## TASK BRIEF
From the listing below, pick out each line with the word "Gedőci".

-- Opening Marker --

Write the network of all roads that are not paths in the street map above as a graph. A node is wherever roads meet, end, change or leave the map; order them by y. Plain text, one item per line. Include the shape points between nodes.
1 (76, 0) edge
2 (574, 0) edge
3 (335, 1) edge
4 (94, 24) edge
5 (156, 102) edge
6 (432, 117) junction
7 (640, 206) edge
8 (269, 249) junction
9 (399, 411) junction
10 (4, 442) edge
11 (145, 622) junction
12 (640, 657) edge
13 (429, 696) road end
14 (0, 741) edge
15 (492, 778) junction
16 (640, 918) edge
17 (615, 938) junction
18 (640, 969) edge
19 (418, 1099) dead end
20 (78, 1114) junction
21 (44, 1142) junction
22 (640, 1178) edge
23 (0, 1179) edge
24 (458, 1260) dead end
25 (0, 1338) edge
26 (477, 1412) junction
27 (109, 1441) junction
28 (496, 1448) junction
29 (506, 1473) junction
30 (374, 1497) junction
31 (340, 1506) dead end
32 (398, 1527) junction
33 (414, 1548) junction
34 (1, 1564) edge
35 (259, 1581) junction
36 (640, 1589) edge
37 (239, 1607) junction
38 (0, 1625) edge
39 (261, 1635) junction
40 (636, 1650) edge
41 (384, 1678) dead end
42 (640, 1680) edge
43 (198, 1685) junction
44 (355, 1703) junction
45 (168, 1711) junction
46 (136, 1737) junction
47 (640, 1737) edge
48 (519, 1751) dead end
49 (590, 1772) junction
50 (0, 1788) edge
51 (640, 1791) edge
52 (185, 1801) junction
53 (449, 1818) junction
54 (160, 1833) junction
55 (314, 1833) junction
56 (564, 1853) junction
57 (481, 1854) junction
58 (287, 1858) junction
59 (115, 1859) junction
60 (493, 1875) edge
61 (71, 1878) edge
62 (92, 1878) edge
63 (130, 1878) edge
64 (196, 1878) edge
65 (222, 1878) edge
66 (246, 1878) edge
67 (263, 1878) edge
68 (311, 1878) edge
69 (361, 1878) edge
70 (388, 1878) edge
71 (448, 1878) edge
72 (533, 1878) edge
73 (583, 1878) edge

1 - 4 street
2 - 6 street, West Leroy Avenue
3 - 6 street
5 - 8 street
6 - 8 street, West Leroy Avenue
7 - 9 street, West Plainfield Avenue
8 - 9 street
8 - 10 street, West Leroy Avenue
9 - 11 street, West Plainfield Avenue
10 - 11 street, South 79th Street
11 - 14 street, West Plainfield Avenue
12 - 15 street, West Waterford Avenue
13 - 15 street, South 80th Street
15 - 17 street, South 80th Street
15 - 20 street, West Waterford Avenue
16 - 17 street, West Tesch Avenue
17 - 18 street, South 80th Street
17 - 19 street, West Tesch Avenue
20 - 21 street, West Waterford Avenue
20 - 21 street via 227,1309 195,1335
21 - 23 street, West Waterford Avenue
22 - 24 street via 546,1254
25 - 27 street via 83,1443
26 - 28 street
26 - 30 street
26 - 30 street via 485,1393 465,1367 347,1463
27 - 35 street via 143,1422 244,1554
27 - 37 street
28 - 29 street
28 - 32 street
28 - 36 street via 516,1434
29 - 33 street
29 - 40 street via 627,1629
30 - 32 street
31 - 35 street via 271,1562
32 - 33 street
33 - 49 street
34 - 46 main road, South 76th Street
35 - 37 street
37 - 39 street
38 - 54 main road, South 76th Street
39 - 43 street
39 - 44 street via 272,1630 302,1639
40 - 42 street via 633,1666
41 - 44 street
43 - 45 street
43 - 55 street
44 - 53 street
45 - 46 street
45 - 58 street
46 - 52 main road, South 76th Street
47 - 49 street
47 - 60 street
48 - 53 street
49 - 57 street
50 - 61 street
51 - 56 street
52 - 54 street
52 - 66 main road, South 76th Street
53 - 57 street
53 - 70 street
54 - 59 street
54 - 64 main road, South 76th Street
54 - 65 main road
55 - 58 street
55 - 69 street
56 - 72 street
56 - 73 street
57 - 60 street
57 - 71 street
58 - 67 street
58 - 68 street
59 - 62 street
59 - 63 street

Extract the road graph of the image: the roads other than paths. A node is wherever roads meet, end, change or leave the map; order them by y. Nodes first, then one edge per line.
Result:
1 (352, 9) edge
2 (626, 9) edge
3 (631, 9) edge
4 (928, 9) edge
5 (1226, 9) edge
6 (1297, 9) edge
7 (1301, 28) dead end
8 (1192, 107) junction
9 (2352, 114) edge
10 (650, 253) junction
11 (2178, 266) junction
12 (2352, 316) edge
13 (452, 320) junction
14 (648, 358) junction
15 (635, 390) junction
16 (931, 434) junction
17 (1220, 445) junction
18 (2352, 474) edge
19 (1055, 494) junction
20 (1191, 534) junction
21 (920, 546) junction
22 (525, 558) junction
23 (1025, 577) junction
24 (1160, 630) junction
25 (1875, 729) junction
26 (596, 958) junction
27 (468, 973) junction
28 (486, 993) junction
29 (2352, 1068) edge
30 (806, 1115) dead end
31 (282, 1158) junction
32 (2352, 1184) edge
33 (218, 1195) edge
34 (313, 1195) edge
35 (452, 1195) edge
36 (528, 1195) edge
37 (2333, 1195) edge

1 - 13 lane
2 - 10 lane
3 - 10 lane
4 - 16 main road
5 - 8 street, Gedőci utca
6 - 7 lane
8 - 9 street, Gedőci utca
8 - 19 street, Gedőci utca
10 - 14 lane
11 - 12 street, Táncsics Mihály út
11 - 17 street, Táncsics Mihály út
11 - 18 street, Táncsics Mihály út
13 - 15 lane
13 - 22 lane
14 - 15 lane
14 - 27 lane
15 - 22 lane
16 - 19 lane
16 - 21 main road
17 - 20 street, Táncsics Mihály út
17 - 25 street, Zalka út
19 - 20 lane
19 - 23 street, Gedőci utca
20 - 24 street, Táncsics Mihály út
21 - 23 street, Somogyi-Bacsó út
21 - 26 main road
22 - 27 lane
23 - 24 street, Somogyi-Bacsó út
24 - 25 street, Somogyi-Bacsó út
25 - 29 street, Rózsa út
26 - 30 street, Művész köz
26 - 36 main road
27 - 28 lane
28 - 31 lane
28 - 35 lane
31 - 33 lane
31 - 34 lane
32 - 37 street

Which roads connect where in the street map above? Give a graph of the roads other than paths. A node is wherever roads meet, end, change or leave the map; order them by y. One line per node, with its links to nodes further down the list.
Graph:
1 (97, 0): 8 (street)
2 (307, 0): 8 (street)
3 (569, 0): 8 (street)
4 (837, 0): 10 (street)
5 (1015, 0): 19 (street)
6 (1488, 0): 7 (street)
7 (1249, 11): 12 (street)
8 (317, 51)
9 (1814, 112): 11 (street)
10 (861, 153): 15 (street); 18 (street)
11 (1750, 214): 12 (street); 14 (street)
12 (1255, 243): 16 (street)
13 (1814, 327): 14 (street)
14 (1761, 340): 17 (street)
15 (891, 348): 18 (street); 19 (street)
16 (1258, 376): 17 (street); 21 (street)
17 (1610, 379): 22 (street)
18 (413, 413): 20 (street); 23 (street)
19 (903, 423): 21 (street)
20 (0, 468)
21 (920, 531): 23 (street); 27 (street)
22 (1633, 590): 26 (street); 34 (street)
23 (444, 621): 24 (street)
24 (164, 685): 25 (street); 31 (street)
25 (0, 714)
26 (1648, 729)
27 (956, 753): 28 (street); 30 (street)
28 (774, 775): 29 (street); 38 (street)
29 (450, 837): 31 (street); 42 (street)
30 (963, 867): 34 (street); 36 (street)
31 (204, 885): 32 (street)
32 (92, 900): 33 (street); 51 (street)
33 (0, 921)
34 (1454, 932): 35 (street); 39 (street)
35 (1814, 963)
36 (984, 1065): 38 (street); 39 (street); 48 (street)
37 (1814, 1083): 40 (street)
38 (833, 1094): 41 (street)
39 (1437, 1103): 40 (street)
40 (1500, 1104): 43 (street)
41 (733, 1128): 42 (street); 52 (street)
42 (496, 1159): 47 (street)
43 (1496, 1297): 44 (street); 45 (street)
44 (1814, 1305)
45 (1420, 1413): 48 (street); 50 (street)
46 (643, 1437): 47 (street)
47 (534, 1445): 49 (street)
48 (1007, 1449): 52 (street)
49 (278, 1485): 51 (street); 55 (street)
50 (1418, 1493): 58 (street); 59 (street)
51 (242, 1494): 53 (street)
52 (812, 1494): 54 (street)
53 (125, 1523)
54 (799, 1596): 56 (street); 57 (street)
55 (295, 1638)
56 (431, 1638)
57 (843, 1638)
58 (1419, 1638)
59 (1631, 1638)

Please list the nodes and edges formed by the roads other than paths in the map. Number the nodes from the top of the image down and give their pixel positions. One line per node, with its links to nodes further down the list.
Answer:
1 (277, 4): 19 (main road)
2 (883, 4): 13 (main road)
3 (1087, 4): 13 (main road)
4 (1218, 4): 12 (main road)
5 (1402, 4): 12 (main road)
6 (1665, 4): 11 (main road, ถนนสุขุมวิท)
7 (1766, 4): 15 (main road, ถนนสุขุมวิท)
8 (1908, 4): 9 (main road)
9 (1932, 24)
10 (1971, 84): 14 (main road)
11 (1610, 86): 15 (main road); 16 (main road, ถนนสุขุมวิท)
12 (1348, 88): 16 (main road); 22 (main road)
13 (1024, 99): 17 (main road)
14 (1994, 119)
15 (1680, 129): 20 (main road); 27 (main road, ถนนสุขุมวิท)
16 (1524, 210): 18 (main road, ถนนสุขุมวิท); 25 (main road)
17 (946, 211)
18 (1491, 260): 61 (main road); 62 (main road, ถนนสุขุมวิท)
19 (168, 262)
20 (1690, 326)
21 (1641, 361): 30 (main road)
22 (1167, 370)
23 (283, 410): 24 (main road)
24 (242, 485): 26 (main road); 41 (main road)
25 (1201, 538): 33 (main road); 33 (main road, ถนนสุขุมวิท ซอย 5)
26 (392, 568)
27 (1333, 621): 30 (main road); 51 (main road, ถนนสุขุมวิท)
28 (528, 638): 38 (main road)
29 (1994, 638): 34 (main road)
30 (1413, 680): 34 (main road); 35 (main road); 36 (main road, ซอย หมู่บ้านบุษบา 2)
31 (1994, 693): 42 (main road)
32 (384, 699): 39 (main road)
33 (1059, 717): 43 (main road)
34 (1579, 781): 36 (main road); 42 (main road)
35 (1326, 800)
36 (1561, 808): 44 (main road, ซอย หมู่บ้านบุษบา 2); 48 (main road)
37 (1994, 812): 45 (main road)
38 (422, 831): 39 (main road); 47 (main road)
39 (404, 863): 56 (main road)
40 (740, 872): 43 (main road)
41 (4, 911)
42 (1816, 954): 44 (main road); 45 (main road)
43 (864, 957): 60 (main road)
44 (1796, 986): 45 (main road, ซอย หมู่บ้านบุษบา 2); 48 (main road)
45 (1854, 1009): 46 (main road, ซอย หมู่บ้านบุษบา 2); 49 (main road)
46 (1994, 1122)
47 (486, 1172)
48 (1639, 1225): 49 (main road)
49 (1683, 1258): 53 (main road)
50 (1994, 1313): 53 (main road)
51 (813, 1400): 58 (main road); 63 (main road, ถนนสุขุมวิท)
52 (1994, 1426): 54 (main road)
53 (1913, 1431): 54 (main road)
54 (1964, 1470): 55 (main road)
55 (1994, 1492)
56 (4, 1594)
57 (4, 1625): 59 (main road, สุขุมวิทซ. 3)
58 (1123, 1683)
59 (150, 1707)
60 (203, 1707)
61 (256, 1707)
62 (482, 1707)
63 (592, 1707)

-- Closing Marker --

## EXERCISE ANSWER
5 - 8 street, Gedőci utca
8 - 9 street, Gedőci utca
8 - 19 street, Gedőci utca
19 - 23 street, Gedőci utca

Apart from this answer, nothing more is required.